The input →

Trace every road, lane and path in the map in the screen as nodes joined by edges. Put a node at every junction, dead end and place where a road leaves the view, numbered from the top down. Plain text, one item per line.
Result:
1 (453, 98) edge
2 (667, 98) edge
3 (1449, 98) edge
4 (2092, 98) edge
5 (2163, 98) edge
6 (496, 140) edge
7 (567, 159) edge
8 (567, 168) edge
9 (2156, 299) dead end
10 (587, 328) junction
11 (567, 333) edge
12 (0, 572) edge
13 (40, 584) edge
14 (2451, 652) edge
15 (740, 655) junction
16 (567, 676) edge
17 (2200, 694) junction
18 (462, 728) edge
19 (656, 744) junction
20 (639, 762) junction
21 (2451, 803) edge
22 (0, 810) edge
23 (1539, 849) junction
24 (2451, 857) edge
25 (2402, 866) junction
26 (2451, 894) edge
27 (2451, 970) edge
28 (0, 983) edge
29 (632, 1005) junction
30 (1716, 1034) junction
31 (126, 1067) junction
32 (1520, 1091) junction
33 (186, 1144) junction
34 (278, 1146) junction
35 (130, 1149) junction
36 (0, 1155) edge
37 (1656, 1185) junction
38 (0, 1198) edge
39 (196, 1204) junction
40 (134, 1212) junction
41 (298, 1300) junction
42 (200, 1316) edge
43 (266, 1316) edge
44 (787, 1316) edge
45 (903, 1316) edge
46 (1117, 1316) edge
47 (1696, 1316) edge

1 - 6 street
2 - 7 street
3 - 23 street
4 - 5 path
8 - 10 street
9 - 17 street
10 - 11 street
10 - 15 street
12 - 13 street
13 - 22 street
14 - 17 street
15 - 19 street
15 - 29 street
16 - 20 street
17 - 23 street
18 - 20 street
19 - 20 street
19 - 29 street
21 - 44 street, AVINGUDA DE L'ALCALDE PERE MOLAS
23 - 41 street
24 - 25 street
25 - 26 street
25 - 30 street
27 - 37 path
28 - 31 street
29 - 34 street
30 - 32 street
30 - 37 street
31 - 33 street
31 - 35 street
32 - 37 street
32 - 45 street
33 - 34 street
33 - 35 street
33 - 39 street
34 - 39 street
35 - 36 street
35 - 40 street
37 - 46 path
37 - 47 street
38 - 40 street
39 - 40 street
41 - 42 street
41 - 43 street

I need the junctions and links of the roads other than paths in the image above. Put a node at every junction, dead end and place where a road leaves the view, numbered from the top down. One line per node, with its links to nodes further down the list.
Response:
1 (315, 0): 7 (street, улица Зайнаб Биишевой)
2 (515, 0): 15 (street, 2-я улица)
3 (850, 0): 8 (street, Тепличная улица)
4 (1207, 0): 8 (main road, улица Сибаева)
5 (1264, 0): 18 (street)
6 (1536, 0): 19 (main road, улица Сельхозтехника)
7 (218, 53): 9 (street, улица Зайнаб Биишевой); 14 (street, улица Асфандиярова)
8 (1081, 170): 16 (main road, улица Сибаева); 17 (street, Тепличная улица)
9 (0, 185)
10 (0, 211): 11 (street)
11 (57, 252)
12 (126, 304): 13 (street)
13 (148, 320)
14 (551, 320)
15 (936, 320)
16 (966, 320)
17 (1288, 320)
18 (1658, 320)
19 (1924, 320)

Work order → Your answer should hold every line of the entries that contains the string "numbered".

Exercise output →
Trace every road, lane and path in the map in the screen as nodes joined by edges. Put a node at every junction, dead end and place where a road leaves the view, numbered from the top down. Plain text, one item per line.
I need the junctions and links of the roads other than paths in the image above. Put a node at every junction, dead end and place where a road leaves the view, numbered from the top down. One line per node, with its links to nodes further down the list.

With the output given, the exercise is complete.